Below are the records. Retype exactly the lines between the lines holding "index mcp: (392, 333)" and "pinky tip: (335, 410)", inclusive.

§ **Data entries**
◆ ◆ ◆ ◆ ◆

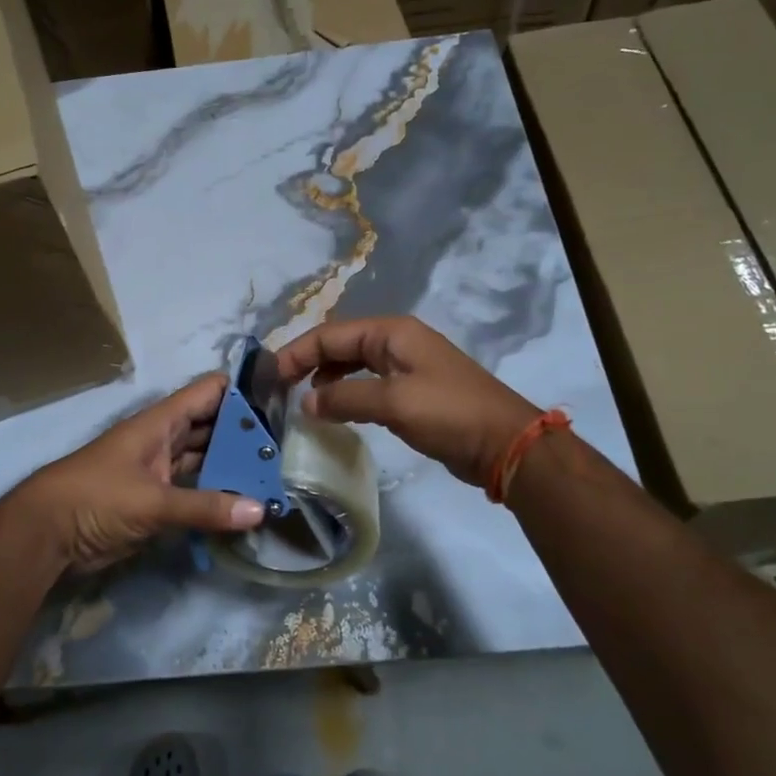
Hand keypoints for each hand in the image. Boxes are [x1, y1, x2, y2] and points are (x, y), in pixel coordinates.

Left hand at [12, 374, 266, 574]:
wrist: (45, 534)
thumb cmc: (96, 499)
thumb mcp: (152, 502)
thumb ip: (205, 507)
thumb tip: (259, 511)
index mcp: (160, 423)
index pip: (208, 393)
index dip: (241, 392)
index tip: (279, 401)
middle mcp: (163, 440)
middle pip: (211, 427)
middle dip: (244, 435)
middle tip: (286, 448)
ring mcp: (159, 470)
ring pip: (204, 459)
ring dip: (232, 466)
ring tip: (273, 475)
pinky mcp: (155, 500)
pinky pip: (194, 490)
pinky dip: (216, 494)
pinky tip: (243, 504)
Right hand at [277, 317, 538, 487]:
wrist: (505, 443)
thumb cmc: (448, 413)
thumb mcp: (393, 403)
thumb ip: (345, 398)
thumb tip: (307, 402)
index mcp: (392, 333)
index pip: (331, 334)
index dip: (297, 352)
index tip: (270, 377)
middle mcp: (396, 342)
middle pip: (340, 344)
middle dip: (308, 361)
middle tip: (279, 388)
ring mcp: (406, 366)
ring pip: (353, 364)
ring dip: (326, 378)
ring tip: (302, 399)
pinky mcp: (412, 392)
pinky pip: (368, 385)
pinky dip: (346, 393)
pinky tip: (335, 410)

◆ ◆ ◆ ◆ ◆

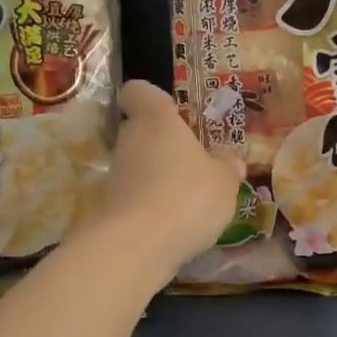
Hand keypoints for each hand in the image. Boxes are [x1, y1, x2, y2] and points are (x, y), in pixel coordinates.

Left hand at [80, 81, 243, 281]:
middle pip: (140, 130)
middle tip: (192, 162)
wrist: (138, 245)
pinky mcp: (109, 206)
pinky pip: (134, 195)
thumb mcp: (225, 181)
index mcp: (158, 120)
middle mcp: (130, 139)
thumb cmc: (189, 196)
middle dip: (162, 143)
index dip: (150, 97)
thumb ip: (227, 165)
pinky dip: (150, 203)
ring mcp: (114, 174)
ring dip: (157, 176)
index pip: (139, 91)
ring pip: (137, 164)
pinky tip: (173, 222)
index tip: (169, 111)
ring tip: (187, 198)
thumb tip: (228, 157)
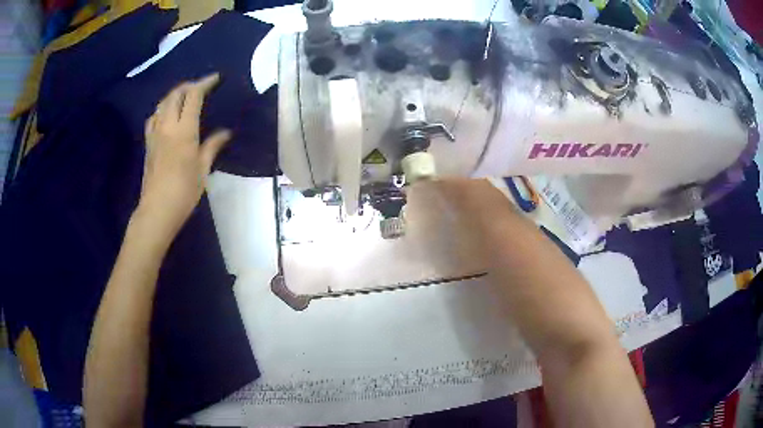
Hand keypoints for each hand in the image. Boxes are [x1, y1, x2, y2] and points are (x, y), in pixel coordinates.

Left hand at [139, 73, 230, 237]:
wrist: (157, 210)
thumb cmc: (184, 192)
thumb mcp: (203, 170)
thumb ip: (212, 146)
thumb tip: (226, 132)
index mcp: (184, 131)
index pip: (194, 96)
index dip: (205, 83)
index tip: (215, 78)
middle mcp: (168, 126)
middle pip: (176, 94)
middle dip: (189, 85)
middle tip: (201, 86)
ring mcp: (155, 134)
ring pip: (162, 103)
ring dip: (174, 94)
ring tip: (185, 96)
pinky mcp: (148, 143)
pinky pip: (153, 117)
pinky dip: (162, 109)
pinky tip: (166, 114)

◆ ◆ ◆ ◆ ◆

§ **EXERCISE SOLUTION**
index mcp: (392, 333)
index pip: (331, 334)
index dip: (297, 352)
index tip: (270, 377)
middle mcp: (396, 342)
middle pip: (340, 344)
middle dip: (308, 361)
middle tip: (279, 388)
ring mcp: (406, 366)
ring pip: (353, 364)
ring dip: (326, 378)
ring tip: (302, 399)
pinky mcp: (412, 392)
pinky pip: (368, 385)
pinky dip: (346, 393)
pinky tip: (335, 410)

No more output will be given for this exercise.